Oracle Fusion Marketing reduces the role of traditional CRMs
Larry Ellison: "What we want to do is build systems that help you sell more." Updated.
Oracle today announced the launch of Oracle Fusion Marketing, part of Oracle Advertising and CX. The new product tracks account engagement with both email and advertising channels, uses AI to score leads and predict opportunity for sales engagement, then delivers the qualified opportunity to any CRM system. The offering seeks to automate the B2B lead generation and qualification process and push the outcomes directly into the systems used by sales representatives.
“Salesforce automation has left sellers behind and has become about salesforce automation,” said Nate Skinner, Global SVP of Marketing for Oracle Advertising and CX (referring to CRM across the board, not just — but clearly including — Salesforce.com). “Very few traditional CRM systems actually help sellers sell. They help them track their contacts, but they don’t do things that help them get back to selling.”
Where’s the automation? Modern marketing compels engagement with many different solutions within the marketing stack, and for many marketers not everything is automated. “We have to create segments manually, we have to supply content for our sellers manually, depending on the technology we often have to route leads manually,” said Skinner. “Meanwhile sellers are receiving way to many unqualified leads.”
In a world where most of the buyer journey takes place as self-service, the pressure on B2B marketers to identify and deliver qualified leads only increases. “Salesforce as a category was intended to automate the work for sellers; it’s become administration. I have never met a seller that likes to use their salesforce automation system — they see it as an oversight tool for their managers. We’ve got to give them product that powers their ability to sell.”
Across email, ads and social. Fusion Marketing tracks campaigns across not only email but the full range of advertising channels including social. Buyer behavior drives automated identification of qualified leads and delivers them into the CRM as opportunities, together with a view of the actions (clicks, downloads) which qualified them.
“We have an Oracle CRM product, but of course lots of people use Salesforce, and that’s fine. Whatever that system is, automating the lead generation and qualification of opportunities is what happens before they becomer something your sellers have to manage.”
This new offering delivers leads based on behavior across email and advertising, two major B2B channels, but omits webinars, for example, and in-person events when they return. “That’s a leading question,” said Skinner. “This is the first deposit and there are more coming.”

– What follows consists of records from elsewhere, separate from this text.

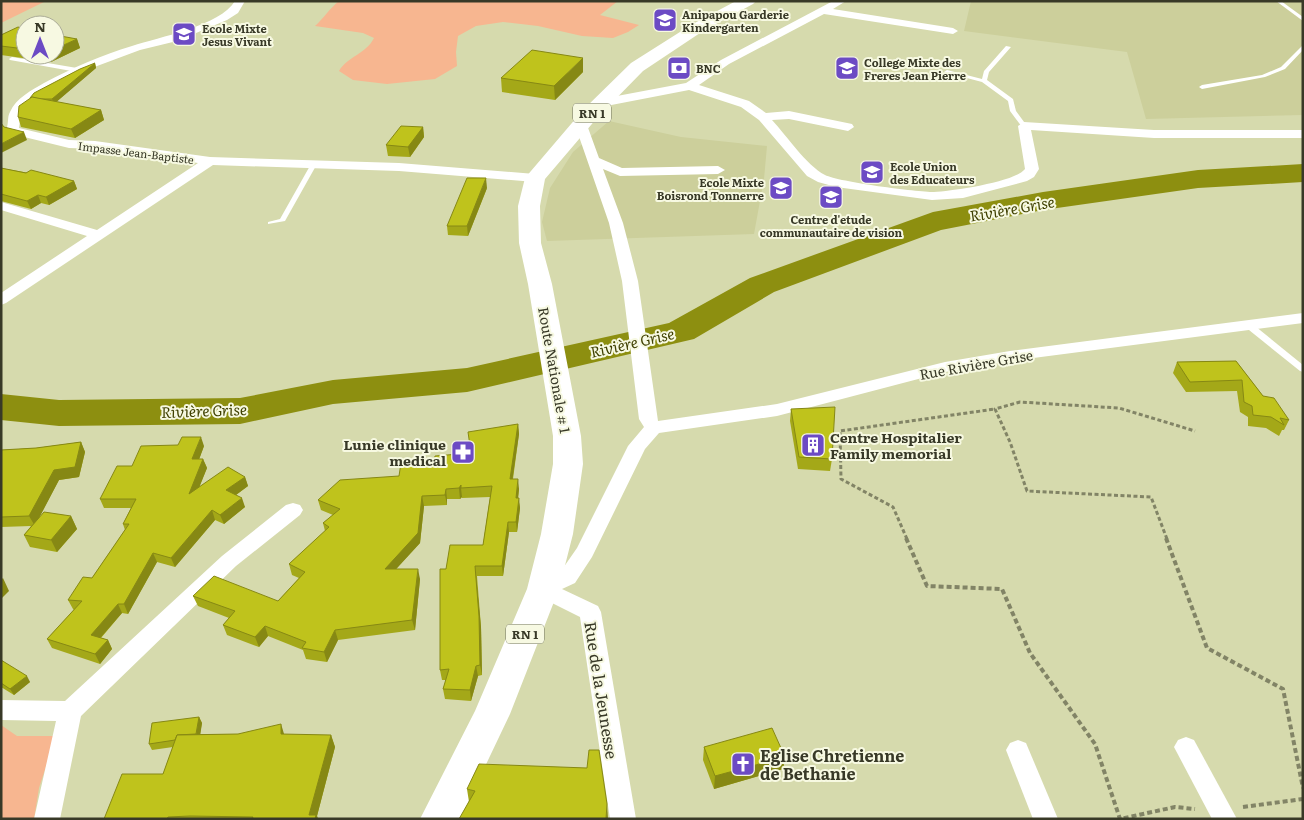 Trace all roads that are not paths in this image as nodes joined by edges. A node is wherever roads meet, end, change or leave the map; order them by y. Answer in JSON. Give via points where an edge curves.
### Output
{"nodes":[{"id":1,"x":240,"y":1,"type":"edge"},
{"id":2,"x":748,"y":1,"type":"edge"},
{"id":3,"x":841,"y":1,"type":"edge"},
{"id":4,"x":1278,"y":1,"type":"edge"},
{"id":5,"x":824,"y":11,"type":"junction"},
{"id":6,"x":1303,"y":20,"type":"edge"},
{"id":7,"x":953,"y":31,"type":"dead end"},
{"id":8,"x":1008,"y":47,"type":"dead end"},
{"id":9,"x":1303,"y":47,"type":"edge"},
{"id":10,"x":12,"y":59,"type":"edge"},
{"id":11,"x":77,"y":70,"type":"junction"},
{"id":12,"x":948,"y":72,"type":"dead end"},
{"id":13,"x":984,"y":81,"type":"junction"},
{"id":14,"x":690,"y":86,"type":"junction"},
{"id":15,"x":1202,"y":87,"type":"dead end"},
{"id":16,"x":601,"y":103,"type":"junction"},
{"id":17,"x":762,"y":117,"type":"junction"},
{"id":18,"x":581,"y":125,"type":"junction"},
{"id":19,"x":1024,"y":126,"type":"junction"},
{"id":20,"x":848,"y":127,"type":"dead end"},
{"id":21,"x":1303,"y":134,"type":"edge"},
{"id":22,"x":593,"y":160,"type":"junction"},
{"id":23,"x":210,"y":161,"type":"junction"},
{"id":24,"x":314,"y":164,"type":"junction"},
{"id":25,"x":718,"y":170,"type":"dead end"},
{"id":26,"x":535,"y":178,"type":"junction"},
{"id":27,"x":1,"y":206,"type":"edge"},
{"id":28,"x":270,"y":223,"type":"dead end"},
{"id":29,"x":99,"y":235,"type":"junction"},
{"id":30,"x":1,"y":300,"type":"edge"},
{"id":31,"x":1303,"y":318,"type":"edge"},
{"id":32,"x":1247,"y":324,"type":"junction"},
{"id":33,"x":1303,"y":369,"type":"edge"},
{"id":34,"x":650,"y":423,"type":"junction"},
{"id":35,"x":293,"y":510,"type":"dead end"},
{"id":36,"x":543,"y":589,"type":"junction"},
{"id":37,"x":1,"y":710,"type":"edge"},
{"id":38,"x":70,"y":711,"type":"junction"},
{"id":39,"x":1186,"y":747,"type":"dead end"},
{"id":40,"x":1018,"y":750,"type":"dead end"},
{"id":41,"x":48,"y":819,"type":"edge"},
{"id":42,"x":440,"y":819,"type":"edge"},
{"id":43,"x":623,"y":819,"type":"edge"},
{"id":44,"x":1046,"y":819,"type":"edge"},
{"id":45,"x":1225,"y":819,"type":"edge"}],
"edges":[{"from":1,"to":11,"type":"street","name":"Impasse Jean-Baptiste","via":[[234,11],[222,18],[173,39],[136,48]]},
{"from":2,"to":16,"type":"main road","number":"RN 1","via":[[697,28],[637,67]]},
{"from":3,"to":5,"type":"street"},
{"from":4,"to":6,"type":"lane"},
{"from":5,"to":7,"type":"street"},
{"from":5,"to":14,"type":"street","via":[[725,62]]},
{"from":8,"to":13,"type":"lane","via":[[986,72]]},
{"from":9,"to":15,"type":"lane","via":[[1284,68],[1263,76]]},
{"from":10,"to":11,"type":"lane"},
{"from":11,"to":23,"type":"street","name":"Impasse Jean-Baptiste","via":[[31,95],[15,113],[12,130],[69,144]]},
{"from":12,"to":13,"type":"lane"},
{"from":13,"to":19,"type":"lane","via":[[1011,100],[1013,111]]},
{"from":14,"to":16,"type":"street"},
{"from":14,"to":17,"type":"street","via":[[745,104]]},
{"from":16,"to":18,"type":"main road","number":"RN 1"},
{"from":17,"to":19,"type":"street","via":[[812,173],[823,179],[932,196],[963,194],[1029,174],[1032,169]]},
{"from":17,"to":20,"type":"street","via":[[789,115]]},
{"from":18,"to":22,"type":"street"},
{"from":18,"to":26,"type":"main road","number":"RN 1"},
{"from":19,"to":21,"type":"street","via":[[1154,134]]},
{"from":22,"to":25,"type":"street","via":[[620,172]]},
{"from":22,"to":34,"type":"street","via":[[616,223],[630,281]]},
{"from":23,"to":24,"type":"street","name":"Impasse Jean-Baptiste"},
{"from":23,"to":29,"type":"street"},
{"from":24,"to":26,"type":"street","name":"Impasse Jean-Baptiste"},
{"from":24,"to":28,"type":"lane","via":[[283,220]]},
{"from":26,"to":36,"type":"main road","name":"Route Nationale # 1","number":"RN 1","via":[[530,206],[530,244],[567,436],[568,464],[558,534]]},
{"from":27,"to":29,"type":"street"},
{"from":29,"to":30,"type":"street"},
{"from":31,"to":32,"type":"street","name":"Rue Rivière Grise"},
{"from":32,"to":33,"type":"lane"},
{"from":32,"to":34,"type":"street","name":"Rue Rivière Grise","via":[[955,366],[776,410]]},
{"from":34,"to":36,"type":"street","via":[[585,552],[568,577]]},
{"from":35,"to":38,"type":"street","via":[[229,561]]},
{"from":36,"to":42,"type":"main road","name":"Route Nationale # 1","number":"RN 1","via":[[492,714]]},
{"from":36,"to":43,"type":"street","name":"Rue de la Jeunesse","via":[[590,612]]},
{"from":37,"to":38,"type":"street"},
{"from":38,"to":41,"type":"street"},
{"from":39,"to":45,"type":"street"},
{"from":40,"to":44,"type":"street"}]}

It’s just computers. At a virtual meeting following the announcement, Oracle founder, Chairman and CTO Larry Ellison explained the motivation for the new offering. “A sales automation system has value. It keeps track of your opportunities, keeps track of your contacts, and it allows you to communicate with management and say, I expect these deals to close in the quarter. It’s really a management tool for individual sales people and their bosses.”
But the sales system does not increase or automate sales, he continued. “It automates sales forecasting and improves communication. What we want to do is build systems that help you sell more. It’s that simple. We realized we couldn’t do just a second generation sales automation system, we had to also include the precursor to selling, which is marketing — to generate and, most important of all, to qualify leads.”
The lead generation and qualification, he emphasized, is fully automated. “It’s just computers.”
The future of CRM? Even if the perfectly qualified opportunity lands in a CRM with all the supporting information, there’s surely CRM admin left over to do for the sales reps? “Of course they need to close the opportunity, generate a quote, do the CPQ stuff. It’s the system of record for opportunities and forecasts. We’re trying to eliminate the tasks and mundane activity that has to occur before you even get to the stage where you can close an opportunity.”
Why we care. Does this step on the feet of Salesforce — and we mean Salesforce.com with a capital “S”, not just all those salesforce admin systems out there? Yes, and it’s plainly intended to. If successful, it pushes CRMs into being a system of record for the last lap of the sale, the quote and the closing. It takes the spotlight off of the CRM as a key sales enablement solution.
At the same time, it’s not yet clear whether it provides a clear alternative to stacks which stitch together sales enablement solutions (and there are many) with CRMs. But as Oracle is saying, there’s more to come.